In a groundbreaking study, researchers at Patronus AI, a pioneering startup, have unveiled that large language models (LLMs) like GPT frequently falter when answering questions derived from Securities and Exchange Commission (SEC) filings. The most proficient AI model, OpenAI's GPT-4 Turbo, could only muster a 79% accuracy rate in their tests. Anand Kannappan, the co-founder of Patronus AI, branded this level of performance as 'absolutely unacceptable' for applications intended for production.
Challenging Terrain for AI in Regulated Industries
The results shed light on the daunting challenges AI models encounter in regulated industries such as finance, where precision and reliability are cardinal. LLMs often stumble, producing incorrect figures or outright refusing to answer questions. This revelation is of paramount importance since the ability to accurately summarize or interrogate SEC filings could proffer competitive edges in the financial sector.
FinanceBench: A New Benchmark for Financial-Sector AI Performance
The study conducted by Patronus AI, dubbed FinanceBench, includes over 10,000 questions and answers derived from SEC filings.
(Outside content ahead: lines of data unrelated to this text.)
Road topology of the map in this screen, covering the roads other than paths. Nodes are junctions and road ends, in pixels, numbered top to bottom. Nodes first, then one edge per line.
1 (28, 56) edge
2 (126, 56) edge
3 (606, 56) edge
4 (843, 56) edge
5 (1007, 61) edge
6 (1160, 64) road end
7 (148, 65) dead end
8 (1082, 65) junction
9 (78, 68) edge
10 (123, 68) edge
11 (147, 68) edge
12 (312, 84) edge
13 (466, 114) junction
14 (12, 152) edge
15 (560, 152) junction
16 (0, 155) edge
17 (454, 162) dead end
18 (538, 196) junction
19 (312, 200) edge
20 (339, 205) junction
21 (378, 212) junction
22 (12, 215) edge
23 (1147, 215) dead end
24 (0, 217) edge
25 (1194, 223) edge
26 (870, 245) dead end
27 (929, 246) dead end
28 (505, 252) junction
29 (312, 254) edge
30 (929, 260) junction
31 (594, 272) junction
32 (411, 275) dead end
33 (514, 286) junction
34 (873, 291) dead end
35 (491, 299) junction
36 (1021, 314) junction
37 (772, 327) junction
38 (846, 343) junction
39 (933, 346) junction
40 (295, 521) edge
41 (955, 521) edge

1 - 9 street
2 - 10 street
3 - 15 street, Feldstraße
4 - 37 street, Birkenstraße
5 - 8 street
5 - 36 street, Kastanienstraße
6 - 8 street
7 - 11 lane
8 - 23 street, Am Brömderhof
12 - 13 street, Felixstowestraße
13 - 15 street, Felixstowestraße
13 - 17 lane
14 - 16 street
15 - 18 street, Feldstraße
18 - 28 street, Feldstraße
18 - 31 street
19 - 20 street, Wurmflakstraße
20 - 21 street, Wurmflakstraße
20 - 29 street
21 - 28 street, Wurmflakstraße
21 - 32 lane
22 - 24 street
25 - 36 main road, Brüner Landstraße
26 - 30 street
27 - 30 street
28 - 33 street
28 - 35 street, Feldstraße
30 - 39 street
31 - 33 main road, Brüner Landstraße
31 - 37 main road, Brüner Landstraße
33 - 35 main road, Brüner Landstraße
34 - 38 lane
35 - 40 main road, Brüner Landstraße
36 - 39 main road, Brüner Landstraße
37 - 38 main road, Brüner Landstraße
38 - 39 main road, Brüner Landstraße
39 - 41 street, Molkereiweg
It aims to create a benchmark to measure the performance of AI in the financial sector. The dataset not only demands text extraction but also light mathematical reasoning, adding to the complexity and rigor of the test.
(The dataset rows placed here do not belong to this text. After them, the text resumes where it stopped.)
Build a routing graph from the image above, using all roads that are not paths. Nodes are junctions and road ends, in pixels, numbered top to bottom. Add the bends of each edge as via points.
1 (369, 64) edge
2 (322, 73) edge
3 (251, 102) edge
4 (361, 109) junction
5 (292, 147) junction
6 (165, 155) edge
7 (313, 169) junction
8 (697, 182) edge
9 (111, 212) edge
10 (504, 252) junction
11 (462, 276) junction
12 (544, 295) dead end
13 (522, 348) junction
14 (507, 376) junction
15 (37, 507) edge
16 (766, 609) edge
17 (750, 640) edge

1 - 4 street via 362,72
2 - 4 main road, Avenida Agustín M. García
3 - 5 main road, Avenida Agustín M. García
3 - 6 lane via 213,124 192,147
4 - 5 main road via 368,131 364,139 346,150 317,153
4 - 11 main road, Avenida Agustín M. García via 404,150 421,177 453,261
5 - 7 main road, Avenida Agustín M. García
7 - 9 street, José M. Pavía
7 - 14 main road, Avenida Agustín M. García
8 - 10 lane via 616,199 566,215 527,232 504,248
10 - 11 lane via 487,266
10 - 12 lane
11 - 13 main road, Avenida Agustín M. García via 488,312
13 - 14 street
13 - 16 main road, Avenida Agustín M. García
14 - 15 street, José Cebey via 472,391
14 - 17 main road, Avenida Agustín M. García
Ensuring Reliable AI Implementations in Business
The overarching goal of Patronus AI is to offer software tools for automated LLM testing. This is to guarantee that AI implementations in business are reliable and do not disseminate misleading information. With the increasing reliance on AI in various sectors, the company's focus on ensuring the accuracy and reliability of these technologies is becoming more critical than ever.